I thought that I would start a blog in order to document some of my thoughts and feelings. I'll be using my speech software in order to get these words down and try and keep my thoughts cohesive, I will just keep talking even though the software may make mistakes in understanding me.
After diagnosis almost 5 years ago, the first two years were spent not really knowing how to respond to this new knowledge. Part of me was in a panic and wanted to take family photos and video as well as go on trips as often as possible. You begin to become tired and worn down after A while of keeping up a hectic travel pace. I wanted to help others who were newly diagnosed. I was able to do this successfully to some degree, a few people that I met with have now progressed further than myself and I have yet again entered a new timeframe of my diagnosis.

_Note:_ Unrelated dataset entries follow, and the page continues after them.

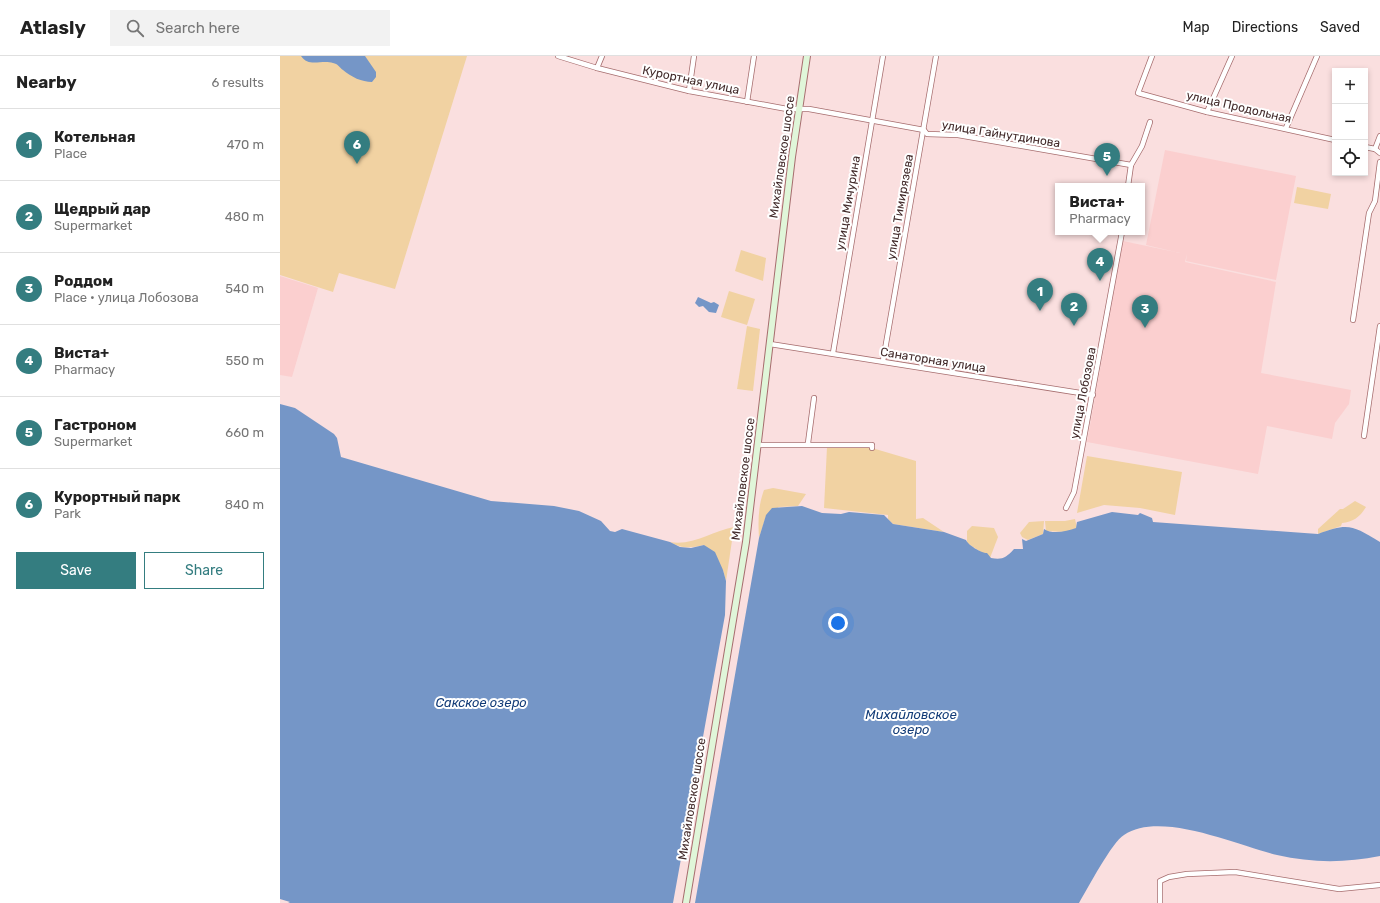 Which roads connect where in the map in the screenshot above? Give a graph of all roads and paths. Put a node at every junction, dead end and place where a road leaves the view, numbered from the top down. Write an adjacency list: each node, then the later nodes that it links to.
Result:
1 (558, 56): 11 (street, Курортная улица)
2 (602, 56): 11 (street)
3 (694, 56): 12 (street)
4 (754, 56): 13 (street)
5 (807, 56): 14 (main road, Михайловское шоссе)
6 (883, 56): 16 (street, улица Мичурина)
7 (936, 56): 19 (street, улица Тимирязева)
8 (1152, 56): 15 (street, улица Продольная)
9 (1232, 56): 15 (street)
10 (1317, 56): 18 (street)
11 (597, 68): 12 (street, Курортная улица)
12 (689, 91): 13 (street, Курортная улица)
13 (747, 102): 14 (street, Курортная улица)
14 (799, 109): 16 (street, улица Гайнутдинова); 31 (main road, Михайловское шоссе)
15 (1207, 112): 18 (street, улица Продольная)
16 (872, 120): 19 (street, улица Гайнутдинова); 32 (street, улица Мичурина)
17 (1150, 122): 26 (street)
18 (1286, 128): 21 (street, улица Продольная)
19 (924, 130): 26 (street, улица Гайнутдинова); 33 (street, улица Тимирязева)
20 (1380, 136): 23 (street)
21 (1332, 139)
22 (1368, 147): 23 (street)
23 (1375, 148): 24 (street)
24 (1380, 153)
25 (1380, 162): 29 (street)
26 (1132, 164): 27 (street)
27 (1129, 183)
28 (1121, 235): 34 (street, улица Лобозова)
29 (1353, 320)
30 (1380, 326): 36 (street)
31 (770, 344): 32 (street, Санаторная улица); 38 (main road, Михайловское шоссе)
32 (832, 353): 33 (street, Санаторная улица)
33 (883, 361): 34 (street, Санаторная улица)
34 (1093, 394): 40 (street, улица Лобозова)
35 (814, 398): 37 (street)
36 (1364, 436)
37 (808, 444): 38 (street); 39 (street)
38 (759, 445): 42 (main road, Михайловское шоссе)
39 (872, 448)
40 (1066, 508)
41 (1380, 885): 43 (street)
42 (686, 903)
43 (1160, 903)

It now seems strange that my aggression has gone so slowly. What am I to do with this time that I strongly feel God has given me. (is this what they mean by "survivor's guilt"?) Every minute is precious, yet I don't find myself treating each minute preciously lately. True, some of my capabilities have been diminished, so I can't be running around and as active as I once was. But, there are plenty of things that I can do over the phone or through the computer that I still don't seem to get a handle on. part of me feels like I am battling and emotional component to my daily life as well. Well, of course, some people would say-you have ALS... but, beyond that, it just doesn't seem like my attitude is the same as it used to be. I could have started this blog by retracing my feelings as far back as 2005, and I still may do that at some point in a different section. These are the feelings I have now and they reflect the position that I am in with my diagnosis and in my life at this point.